Sadistic Foster Mom a Devout Jehovah’s Witness
I had intended to do a summary of recent stories on Jehovah’s Witnesses in the news, but I can’t put this in as a story among others. It illustrates the extreme of a general tendency fostered by Jehovah’s Witnesses, however they may try to deny it.
Twice-divorced foster mom Eunice Spry, of Tewkesbury, Glos, has been found guilty at Bristol crown court of 26 charges of cruelty and assault. This Jehovah’s Witness has shown no sympathy for her victims, nor accepted any blame for torturing three children over a period of almost 20 years.
Spry, 62, routinely beat, abused and starved the two girls and a boy as punishments. The victims, now in their late teens and early 20s, said the devout Jehovah’s Witness forced sticks down their throats, made them eat their own vomit and rat excrement, drink washing-up liquid and bleach and locked them naked in a room without food for a month.
Spry claims that the children were possessed by the devil. Sandpapering their skin seemed like a good solution.
Child A, now 21, came into Spry’s care when she was five. She said: “We were regularly beaten. We were starved or made to eat blocks of lard, drowned in the bath and kicked down the stairs.
“Mum had an array of sticks and would beat us with them and kick us until we were bruised and collapsing with pain. If we screamed, she would push the sticks down our throats. The pain was unbearable. These things happened all through my childhood.”
Child B, a girl also now aged 21, said: “We had no friends. We were told not to speak to anyone.” Child C, a boy of 23, told Bristol crown court: “One summer, when I was seven or eight, we were starved for a month.
“We were kept locked in a room with no clothes on and had very little to eat.
“If we wanted to go to the toilet we had to do it in the corner. I remember being made to eat my own excrement off the floor.”
Spry, 62, who faces jail after she was yesterday convicted of child cruelty, wounding, assault and perverting justice, kept her savage regime secret by refusing to send the children to school. She taught them at home and rarely let them to leave the house.
The children were routinely punished for supposedly misbehaving by being made to swallow rat droppings, dog food, bleach, washing-up liquid and the antiseptic TCP.

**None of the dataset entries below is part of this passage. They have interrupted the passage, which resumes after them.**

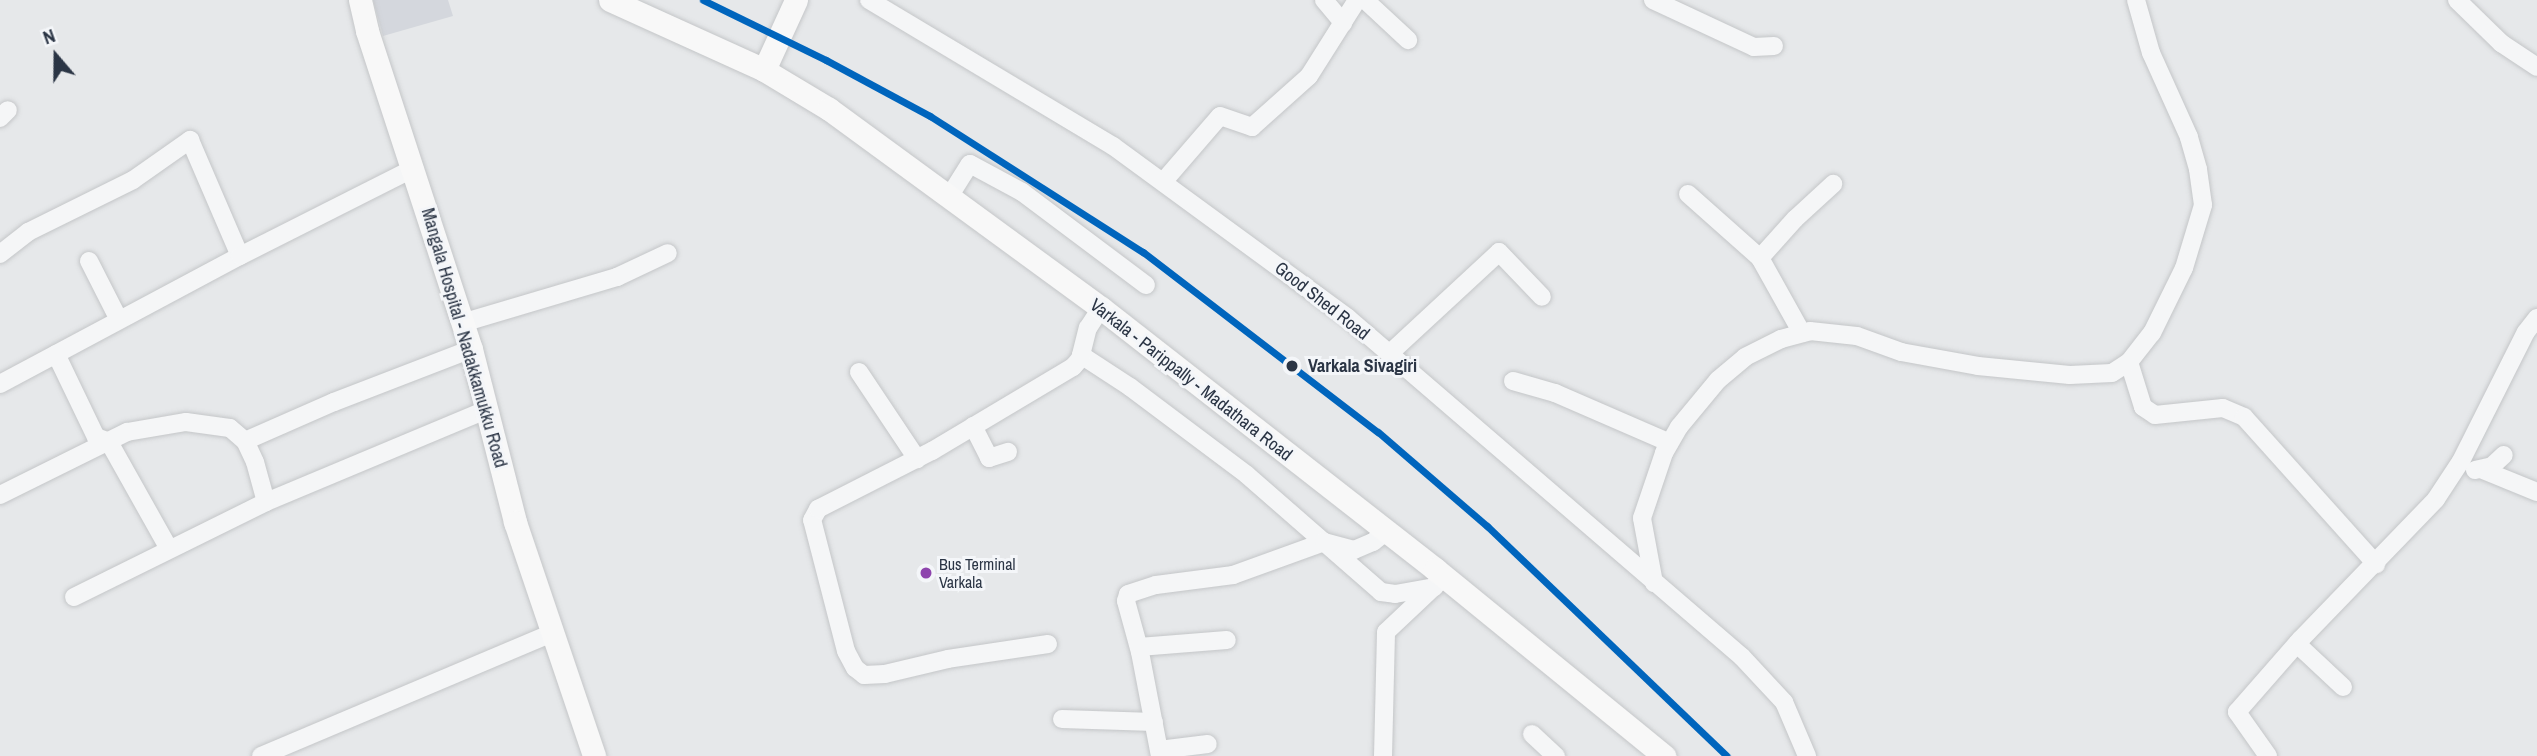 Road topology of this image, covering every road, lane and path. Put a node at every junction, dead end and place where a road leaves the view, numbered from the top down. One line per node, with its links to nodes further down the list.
1 (360, 0): 17 (main road, Mangala Hospital - Nadakkamukku Road)
2 (610, 0): 16 (main road, Varkala - Parippally - Madathara Road)
3 (796, 0): 16 (main road)
4 (869, 0): 18 (street, Good Shed Road)
5 (1324, 0): 12 (street)
6 (1357, 0): 12 (street)
7 (1365, 0): 13 (street)
8 (1653, 0): 11 (street)
9 (2136, 0): 38 (street)
10 (2457, 0): 15 (street)
11 (1688, 7): 14 (street)
12 (1343, 23): 18 (street)
13 (1408, 40)
14 (1774, 46)
15 (2537, 67)
16 (764, 71): 21 (main road, Varkala - Parippally - Madathara Road)
17 (414, 168): 24 (street); 32 (main road, Mangala Hospital - Nadakkamukku Road)
18 (1163, 182): 36 (street, Good Shed Road)
19 (1833, 184): 25 (street)
20 (1688, 194): 25 (street)
21 (949, 197): 27 (street); 29 (main road, Varkala - Parippally - Madathara Road)
22 (668, 253): 32 (street)
23 (0, 254): 24 (street)
24 (240, 256): 31 (street)
25 (1760, 258): 33 (street)
26 (89, 261): 31 (street)
27 (1146, 285)
28 (1542, 297): 36 (street)
29 (1101, 308): 37 (street); 55 (main road, Varkala - Parippally - Madathara Road)
30 (2537, 318): 50 (street)
31 (120, 320): 35 (street)
32 (461, 323): 34 (main road, Mangala Hospital - Nadakkamukku Road)
33 (1802, 333): 38 (street); 46 (street)
34 (471, 349): 42 (main road, Mangala Hospital - Nadakkamukku Road); 44 (street)
35 (56, 354): 41 (street); 45 (street)
36 (1389, 354): 60 (street, Good Shed Road)
37 (1081, 355): 43 (street); 56 (street)
38 (2129, 362): 58 (street)
39 (859, 372): 49 (street)
40 (1513, 382): 46 (street)
41 (0, 384)
42 (488, 409): 54 (street); 62 (main road, Mangala Hospital - Nadakkamukku Road)
43 (973, 426): 47 (street); 49 (street)
44 (245, 441): 45 (street); 54 (street)
45 (109, 442): 53 (street); 57 (street)
46 (1670, 443): 60 (street)
47 (1008, 452)
48 (2504, 456): 51 (street)
49 (917, 459): 64 (street)
50 (2458, 466): 51 (street); 58 (street)
51 (2483, 470): 52 (street)
52 (2537, 492)
53 (0, 495)
54 (266, 502): 57 (street)
55 (1386, 532): 56 (street); 59 (main road, Varkala - Parippally - Madathara Road)
56 (1324, 542): 59 (street); 66 (street)
57 (169, 549): 61 (street)
58 (2376, 564): 65 (street)
59 (1439, 582): 72 (main road, Varkala - Parippally - Madathara Road); 76 (street)
60 (1654, 583): 78 (street, Good Shed Road)
61 (74, 597)
62 (552, 633): 74 (street); 75 (main road, Mangala Hospital - Nadakkamukku Road)
63 (1227, 640): 66 (street)
64 (1048, 644)
65 (2297, 644): 67 (street); 79 (street)
66 (1139, 647): 69 (street)
67 (2343, 687)
68 (1062, 719): 69 (street)
69 (1154, 722): 73 (street)
70 (1532, 734): 77 (street)
71 (1208, 744): 73 (street)
72 (1653, 752)
73 (1159, 753)
74 (261, 756)
75 (594, 756)
76 (1383, 756)
77 (1556, 756)
78 (1807, 756)
79 (2268, 756)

Prosecutor Kerry Barker said that interviews with the victims resulted in a “horrifying catalogue of cruel and sadistic treatment,” but the case relied heavily on evidence from forensic scientists.
Police described Spry as intelligent and clever who had showed no emotion when she was questioned. Det Con Victoria Martell said: “Most mothers who’d been accused of such things would have shown something. She didn’t and it was quite chilling.”

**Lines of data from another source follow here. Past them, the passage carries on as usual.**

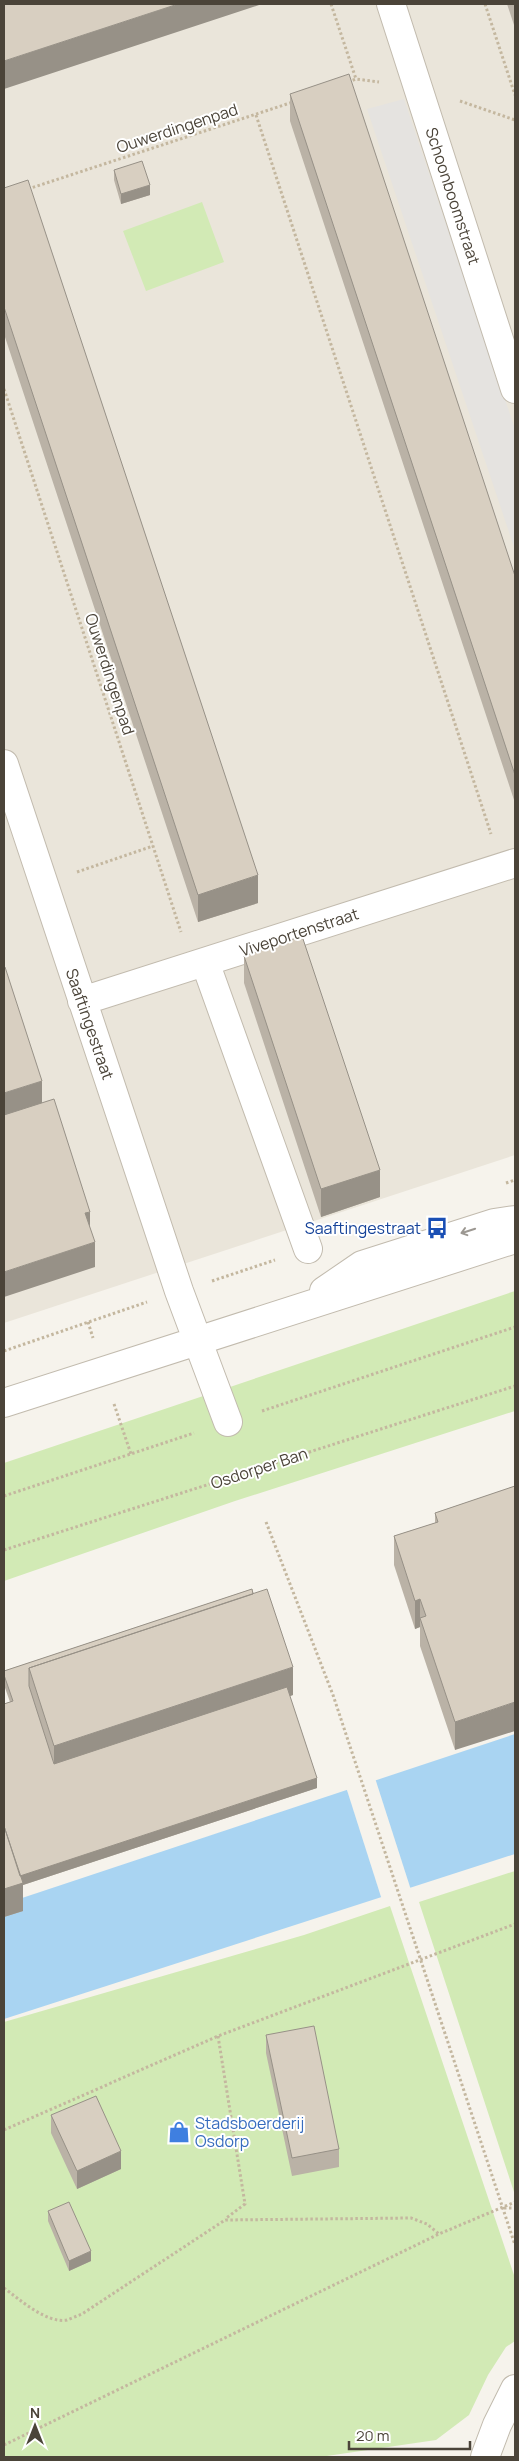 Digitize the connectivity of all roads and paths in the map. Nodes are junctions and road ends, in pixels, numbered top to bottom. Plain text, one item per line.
1 (331, 4) edge
2 (391, 4) edge
3 (485, 4) edge
4 (347, 82) edge
5 (515, 96) edge
6 (302, 98) edge
7 (256, 115) junction
8 (22, 191) edge
9 (515, 388) edge
10 (4, 389) edge
11 (4, 764) edge
12 (153, 846) junction
13 (509, 866) edge
14 (44, 884) junction
15 (198, 964) junction
16 (82, 1001) junction
17 (515, 1220) edge
18 (515, 1239) edge
19 (308, 1249) dead end
20 (179, 1291) junction
21 (297, 1309) junction
22 (515, 1327) edge
23 (196, 1340) junction
24 (4, 1351) edge
25 (515, 1386) edge
26 (4, 1403) edge
27 (228, 1422) junction
28 (4, 1496) edge
29 (266, 1522) dead end
30 (4, 1550) edge
31 (515, 1924) edge
32 (421, 1959) junction
33 (218, 2036) junction
34 (4, 2130) edge
35 (515, 2202) edge
36 (503, 2208) junction
37 (515, 2208) edge
38 (225, 2220) junction
39 (439, 2234) junction
40 (515, 2245) edge
41 (4, 2288) edge
42 (515, 2389) edge
43 (4, 2445) edge
44 (485, 2457) edge

1 - 4 path
2 - 9 street, Schoonboomstraat
3 - 5 path
6 - 7 path, Ouwerdingenpad
7 - 8 path, Ouwerdingenpad
7 - 13 path
10 - 12 path, Ouwerdingenpad
11 - 14 street, Saaftingestraat
12 - 14 path
12 - 15 path, Ouwerdingenpad
13 - 15 street, Viveportenstraat
14 - 16 street, Saaftingestraat
15 - 16 street, Viveportenstraat
15 - 19 street
16 - 20 street, Saaftingestraat
17 -> 21 street
18 - 21 street
20 - 23 street, Saaftingestraat
20 - 24 path
21 - 23 street
22 - 27 path
23 - 26 street
23 - 27 street, Saaftingestraat
25 - 30 path, Osdorper Ban
27 - 28 path
29 - 32 path
31 - 32 path
32 - 33 path
32 - 36 path
33 - 34 path
33 - 38 path
35 - 36 path
36 - 37 path
36 - 39 path
36 - 40 path
38 - 39 path
38 - 41 path
39 - 43 path
42 - 44 street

Although a spokeman for the Jehovah’s Witnesses claimed that the faith does not tolerate physical abuse, her behavior was clearly fueled by JW beliefs. Fanatical Jehovah’s Witness Eunice believed the two girls and a boy were possessed by the Devil – she wanted to “purify” them. At a local Kingdom Hall, Spry made one of the children wear a sign on back which said: “This child is evil. Do not look at her or talk to her.” Did anyone intervene? Nah. This nasty woman was considered a pillar of her local community.

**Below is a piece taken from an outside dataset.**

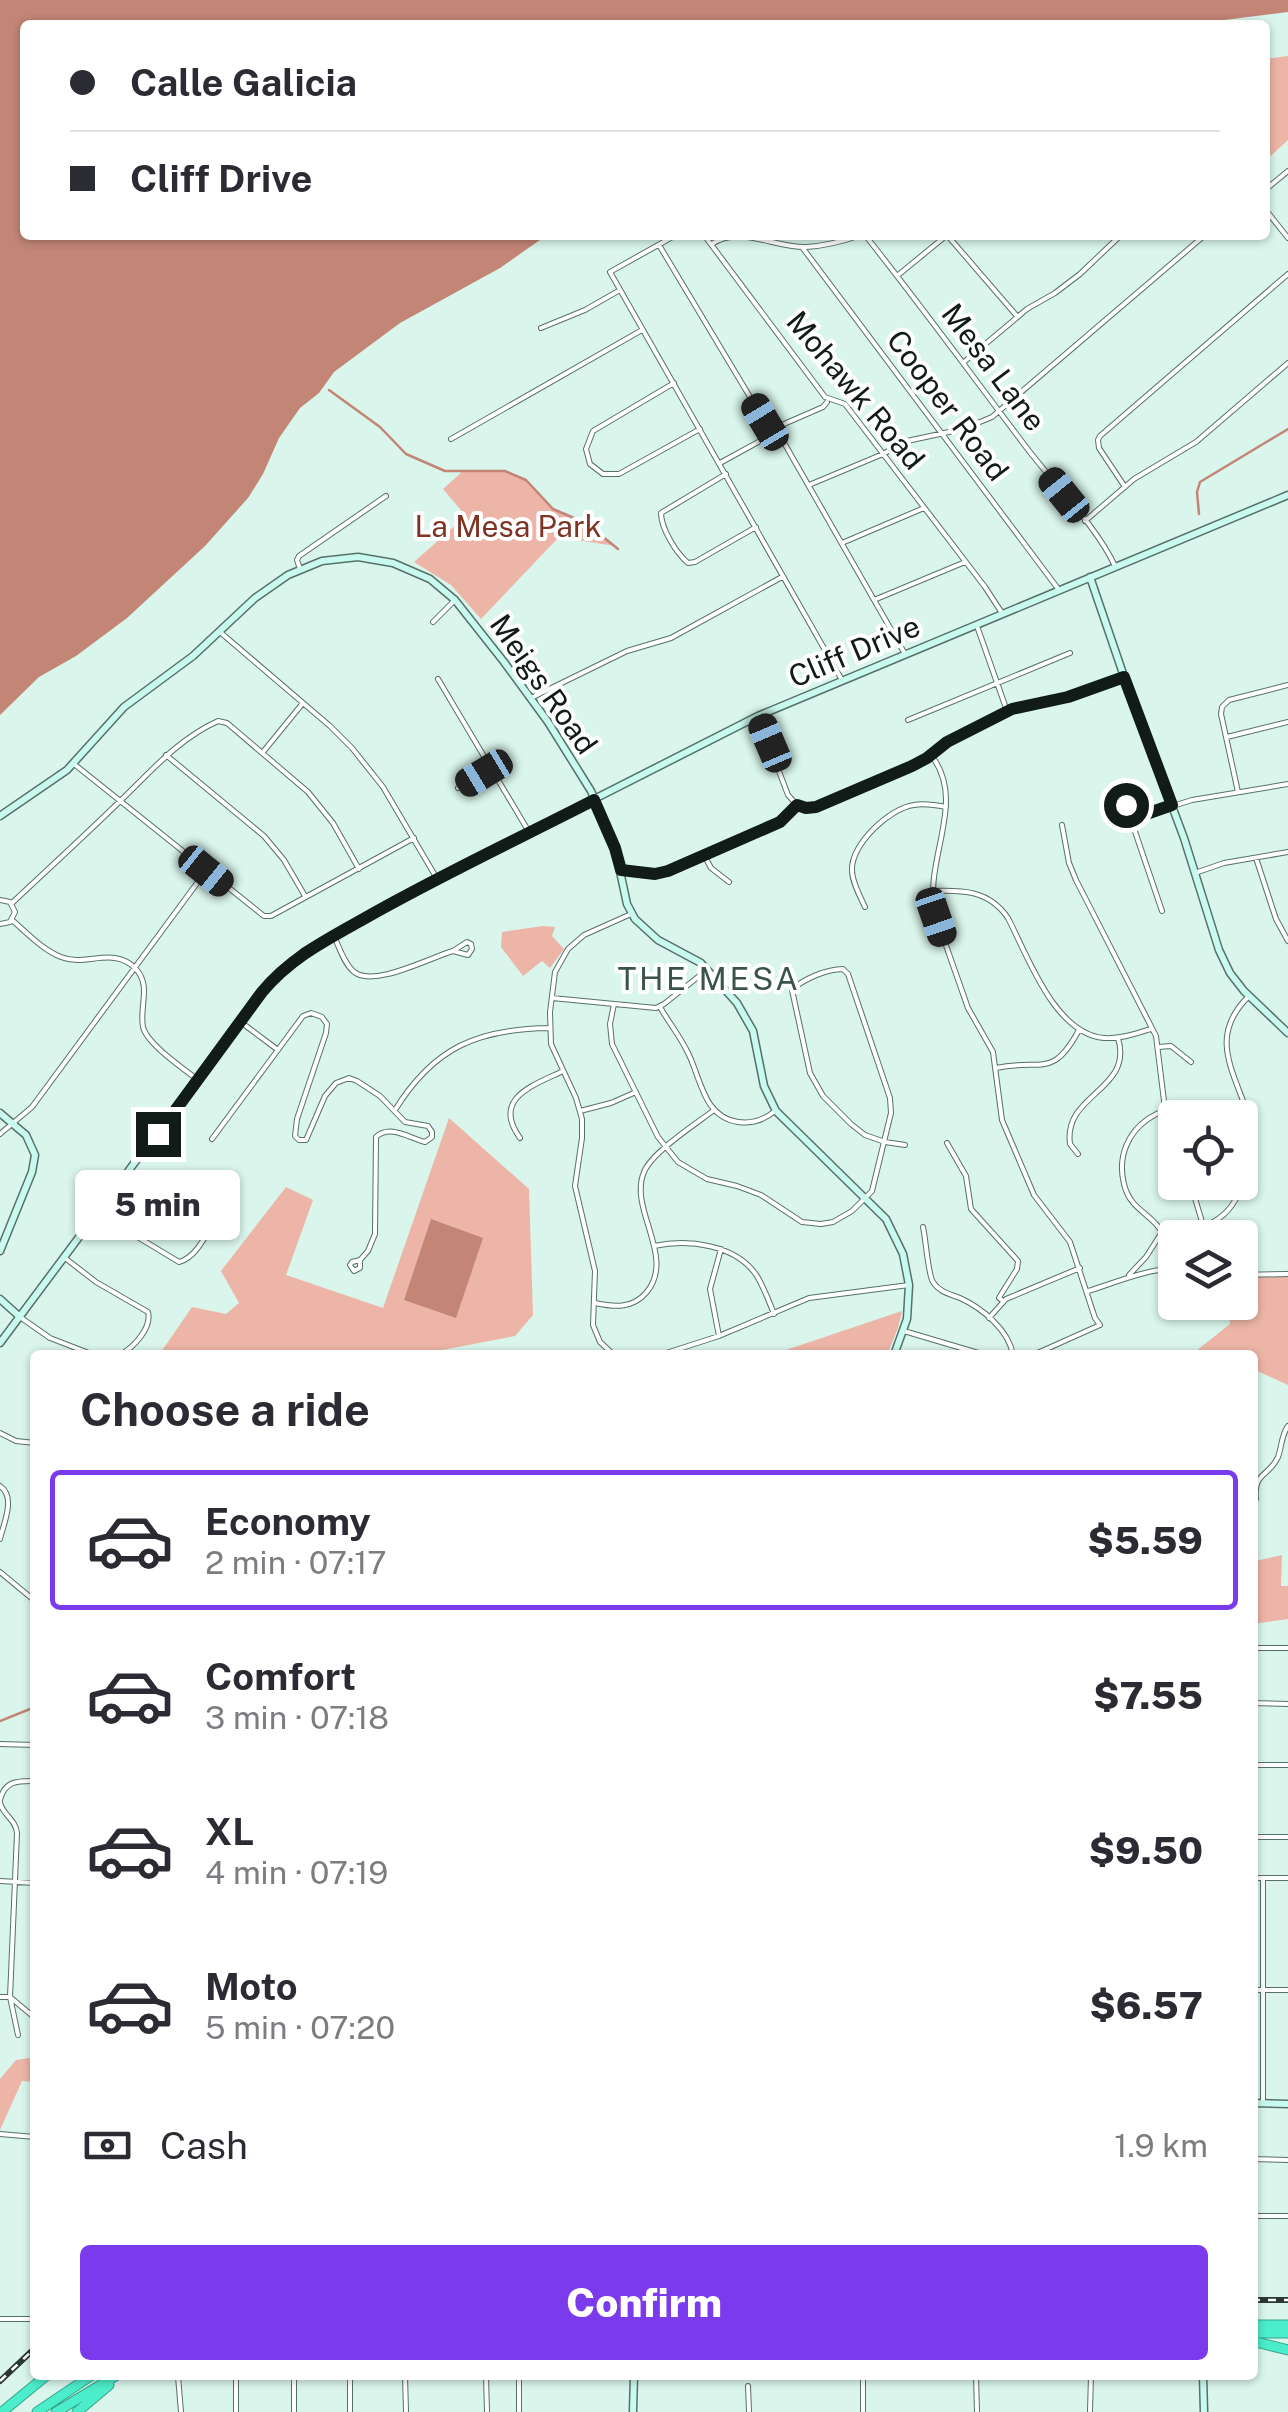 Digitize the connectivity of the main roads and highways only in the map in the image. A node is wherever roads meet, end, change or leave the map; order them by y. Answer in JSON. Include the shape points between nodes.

Yes, clearly this story is beyond the pale of any kind of acceptable behavior. Why does it matter that she was a “devout Jehovah’s Witness”? It matters because the authoritarian/perfectionist mindset of JWs contributes to the pathology of individuals like this. In such simplistically totalitarian groups (and JWs are not alone), there is simply more child abuse, more domestic abuse, more sexual abuse, and more violence.
Despite their “pacifist” beliefs about not fighting in wars (which really have to do more with their separation from the world and this “system of things” – like their refusal to vote), the internal dynamic of the followers of the Watchtower Bible and Tract corporations encourages behaviors of domination and control. In a very real psychological sense, they are controlled and thus abused, and often become abusers themselves. As any non-JW family member can tell you, kindness is not at the top of their list of priorities. This is especially so for men, although this case involves instead a woman. I hope to hear more about the background – I think the history here must be very convoluted.
I never saw an elder chastised for cruelty. I never saw a single JW interfere with physical, abusive “correction” of children (or women). The man is head of the household. This book excerpt describes a common situation that I observed in my own youth.
When I was twelve years old, my nineteen-year-old sister married a Jehovah’s Witness, and one year later she delivered a beautiful baby boy. Sadly, Jon would come to know at a tender age of one the frustration I experienced sitting on that anthill during those long sermons in the Kingdom Hall. When Jon started fidgeting, his father grabbed him by the arm and literally dragged him to the restroom to beat him. Jon’s beating became such a ritual that when his daddy reached for him during a meeting, he knew it meant a beating. He cried and pleaded “No, Daddy” as he buckled his legs, refusing to walk willingly to meet his fate. Everyone in the Kingdom Hall could hear his screams. The sound that echoed from the blow varied; sometimes Jon’s father used his hand, sometimes a belt. After ten or fifteen minutes, they would return with Jon hyperventilating, desperately trying to catch his breath. Beaten into composure, he would sit still for a while longer. Usually he stared motionless into space, his eyes bloodshot from crying. If fate smiled on him, Jon fell asleep in my arms for the duration of the meeting. If not, then back again to the restroom he would go for another beating and the cycle continued, until the closing prayer. One heart-wrenching day in particular is forever seared into my memory. My sister confided in my mother, father, and me that Jon, then two years old, had asked his father to hit him on his hands with the belt instead of his buttocks. When asked why he wanted to be punished that way, he replied, “Because my butt is too sore.” Within a year, my sister had another child and his fate, sadly, was no different than Jon’s. Meanwhile, my sister’s husband was rewarded for his devotion to the faith. He was made an Elder.’ – from Out of the Cocoon: A Young Woman’s Courageous Flight from the Grip of a Religious Cult by Brenda Lee.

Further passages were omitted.